Re: Immortality and Personal Finance (fwd)

From: Eugen Leitl (eugen@leitl.org)
Date: Tue Apr 23 2002 - 16:35:25 MDT


---------- Forwarded message ----------
Date: Tue, 23 Apr 2002 11:31:15 -0700
From: chris arkenberg <carkenbe@adobe.com>
To: fork@xent.com
Subject: Re: Immortality and Personal Finance

>So the question is: does my personal financial contribution to
>immortality research probably matter quite a lot? Or does it probably
>matter fairly little?

Well, if you think you'll actually be around to benefit from your
investment & your research...

Given the current projections for population growth and the ongoing
depletion of the world's natural resources, life extension research
in general tends to exist in a vacuum of selfish fantasy.

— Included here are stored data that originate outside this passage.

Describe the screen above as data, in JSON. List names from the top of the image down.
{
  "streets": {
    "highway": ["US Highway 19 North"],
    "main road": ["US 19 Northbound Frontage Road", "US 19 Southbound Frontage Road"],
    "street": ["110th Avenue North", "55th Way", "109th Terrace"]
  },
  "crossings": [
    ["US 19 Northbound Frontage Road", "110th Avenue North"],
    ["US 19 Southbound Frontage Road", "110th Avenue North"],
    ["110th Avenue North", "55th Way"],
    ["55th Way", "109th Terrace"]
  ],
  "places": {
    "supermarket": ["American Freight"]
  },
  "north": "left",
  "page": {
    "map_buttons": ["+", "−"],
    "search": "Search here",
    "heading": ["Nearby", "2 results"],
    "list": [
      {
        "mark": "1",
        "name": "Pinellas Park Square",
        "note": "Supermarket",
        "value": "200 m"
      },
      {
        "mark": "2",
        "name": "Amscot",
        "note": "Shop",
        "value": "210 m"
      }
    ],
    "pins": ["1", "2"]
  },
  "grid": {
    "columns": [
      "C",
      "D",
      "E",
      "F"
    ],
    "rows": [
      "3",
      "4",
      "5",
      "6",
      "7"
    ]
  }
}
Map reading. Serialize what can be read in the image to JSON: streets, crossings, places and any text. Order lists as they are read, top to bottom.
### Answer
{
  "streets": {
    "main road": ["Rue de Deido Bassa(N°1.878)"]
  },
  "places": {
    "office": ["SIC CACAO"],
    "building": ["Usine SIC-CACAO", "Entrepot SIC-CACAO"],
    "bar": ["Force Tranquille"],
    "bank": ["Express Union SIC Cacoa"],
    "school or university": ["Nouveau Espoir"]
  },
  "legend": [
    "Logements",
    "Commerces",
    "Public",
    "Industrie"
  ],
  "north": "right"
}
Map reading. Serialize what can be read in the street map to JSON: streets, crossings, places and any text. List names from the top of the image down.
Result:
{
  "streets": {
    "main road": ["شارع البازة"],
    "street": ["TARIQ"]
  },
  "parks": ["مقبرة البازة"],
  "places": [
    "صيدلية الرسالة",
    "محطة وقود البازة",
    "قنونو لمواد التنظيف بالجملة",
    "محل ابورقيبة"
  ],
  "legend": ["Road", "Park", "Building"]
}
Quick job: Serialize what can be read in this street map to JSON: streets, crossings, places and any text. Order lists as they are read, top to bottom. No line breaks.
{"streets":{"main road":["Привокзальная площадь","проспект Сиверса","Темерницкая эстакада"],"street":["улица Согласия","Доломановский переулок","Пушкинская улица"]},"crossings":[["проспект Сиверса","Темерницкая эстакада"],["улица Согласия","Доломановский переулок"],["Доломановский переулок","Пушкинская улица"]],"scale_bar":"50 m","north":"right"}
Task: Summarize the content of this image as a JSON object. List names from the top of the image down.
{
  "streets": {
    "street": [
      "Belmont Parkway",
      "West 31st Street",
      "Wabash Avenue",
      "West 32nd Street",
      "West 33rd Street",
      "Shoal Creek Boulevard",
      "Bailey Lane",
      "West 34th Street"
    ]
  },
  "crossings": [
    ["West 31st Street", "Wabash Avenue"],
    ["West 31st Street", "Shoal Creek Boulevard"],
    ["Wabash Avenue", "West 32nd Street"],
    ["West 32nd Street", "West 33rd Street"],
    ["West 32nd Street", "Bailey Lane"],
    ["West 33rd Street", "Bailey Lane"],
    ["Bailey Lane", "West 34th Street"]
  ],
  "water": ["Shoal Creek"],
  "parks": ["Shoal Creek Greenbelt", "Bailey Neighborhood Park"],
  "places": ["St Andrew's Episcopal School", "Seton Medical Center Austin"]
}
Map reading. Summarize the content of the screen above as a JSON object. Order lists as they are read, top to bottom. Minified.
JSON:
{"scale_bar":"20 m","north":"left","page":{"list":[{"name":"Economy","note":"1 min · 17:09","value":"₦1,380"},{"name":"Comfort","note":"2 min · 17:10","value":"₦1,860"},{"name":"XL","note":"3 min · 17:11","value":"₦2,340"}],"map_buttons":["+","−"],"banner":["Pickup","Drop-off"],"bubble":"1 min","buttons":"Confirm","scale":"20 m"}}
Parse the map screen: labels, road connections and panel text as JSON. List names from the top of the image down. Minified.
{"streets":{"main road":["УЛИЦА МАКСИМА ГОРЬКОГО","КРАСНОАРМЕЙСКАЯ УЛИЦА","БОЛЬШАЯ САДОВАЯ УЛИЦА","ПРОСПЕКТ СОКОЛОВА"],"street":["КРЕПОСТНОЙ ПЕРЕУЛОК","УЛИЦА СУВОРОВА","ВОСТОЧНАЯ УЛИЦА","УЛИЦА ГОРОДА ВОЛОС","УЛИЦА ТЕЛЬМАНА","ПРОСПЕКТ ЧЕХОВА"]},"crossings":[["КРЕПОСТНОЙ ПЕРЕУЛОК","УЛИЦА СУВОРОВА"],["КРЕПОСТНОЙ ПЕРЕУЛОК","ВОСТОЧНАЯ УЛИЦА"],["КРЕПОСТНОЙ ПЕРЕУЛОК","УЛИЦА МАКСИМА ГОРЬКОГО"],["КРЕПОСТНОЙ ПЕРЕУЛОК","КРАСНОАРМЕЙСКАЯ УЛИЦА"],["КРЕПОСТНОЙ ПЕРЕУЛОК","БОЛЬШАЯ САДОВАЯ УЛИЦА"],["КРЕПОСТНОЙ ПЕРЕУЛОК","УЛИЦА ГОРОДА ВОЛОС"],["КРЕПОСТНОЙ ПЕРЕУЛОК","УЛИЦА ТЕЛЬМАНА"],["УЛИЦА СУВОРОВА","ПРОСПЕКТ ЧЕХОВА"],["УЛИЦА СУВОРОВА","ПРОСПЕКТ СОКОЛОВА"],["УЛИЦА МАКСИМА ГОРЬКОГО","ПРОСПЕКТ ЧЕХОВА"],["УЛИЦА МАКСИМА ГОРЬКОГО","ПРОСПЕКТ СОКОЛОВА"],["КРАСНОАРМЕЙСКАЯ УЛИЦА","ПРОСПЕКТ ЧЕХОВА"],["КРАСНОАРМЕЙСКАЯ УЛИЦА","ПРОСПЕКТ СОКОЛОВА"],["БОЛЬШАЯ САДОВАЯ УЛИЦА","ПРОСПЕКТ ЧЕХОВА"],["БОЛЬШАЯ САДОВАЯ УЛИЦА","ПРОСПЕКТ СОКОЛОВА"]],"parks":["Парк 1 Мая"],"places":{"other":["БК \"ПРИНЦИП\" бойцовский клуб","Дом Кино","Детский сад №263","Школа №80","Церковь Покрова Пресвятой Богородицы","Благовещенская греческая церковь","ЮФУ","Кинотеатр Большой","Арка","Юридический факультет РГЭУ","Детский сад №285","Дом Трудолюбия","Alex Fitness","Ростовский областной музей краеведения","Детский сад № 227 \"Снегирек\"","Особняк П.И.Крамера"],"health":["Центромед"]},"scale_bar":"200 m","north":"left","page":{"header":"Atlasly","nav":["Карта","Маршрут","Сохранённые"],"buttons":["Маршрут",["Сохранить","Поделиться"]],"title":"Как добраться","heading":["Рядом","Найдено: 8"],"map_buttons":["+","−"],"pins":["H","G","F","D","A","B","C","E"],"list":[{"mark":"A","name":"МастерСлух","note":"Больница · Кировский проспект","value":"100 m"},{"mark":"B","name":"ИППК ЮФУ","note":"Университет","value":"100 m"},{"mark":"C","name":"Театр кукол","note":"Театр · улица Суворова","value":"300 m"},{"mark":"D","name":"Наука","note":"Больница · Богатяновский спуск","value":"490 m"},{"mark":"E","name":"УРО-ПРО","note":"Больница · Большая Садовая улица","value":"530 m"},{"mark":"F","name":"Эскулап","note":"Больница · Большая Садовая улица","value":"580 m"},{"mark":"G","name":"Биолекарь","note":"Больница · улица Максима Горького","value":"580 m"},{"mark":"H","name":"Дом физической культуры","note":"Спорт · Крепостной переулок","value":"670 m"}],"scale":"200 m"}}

You either
end up with the most privileged 3% living to 400, or a population
bloat of 15 billion impoverished humans. LE research also seems
somewhat ignorant of the very real problems which threaten the lives
of people every day.

 From the CDC for 1999:

725,192 deaths from cardiovascular diseases
549,838 deaths from malignant neoplasms
167,366 deaths from cerebrovascular diseases

In the past 2 years I've watched a 50 year old man die of ALS 6
months after diagnosis, and stood by the side of a 48 year old woman
as she died of an acute bone marrow transfer. It took 3 weeks from
diagnosis to her death.

I contribute to my 401(k) and my Roth IRA but, hell, I'm not even
sure I'll make it long enough to reap the benefits - and I'm only 31.

I feel that the brilliant minds in LE might do better researching
cancer or heart disease or immune deficiencies. I'd rather have a
rich life of 80 years than live to 170 and watch generations of
friends and family die from disease.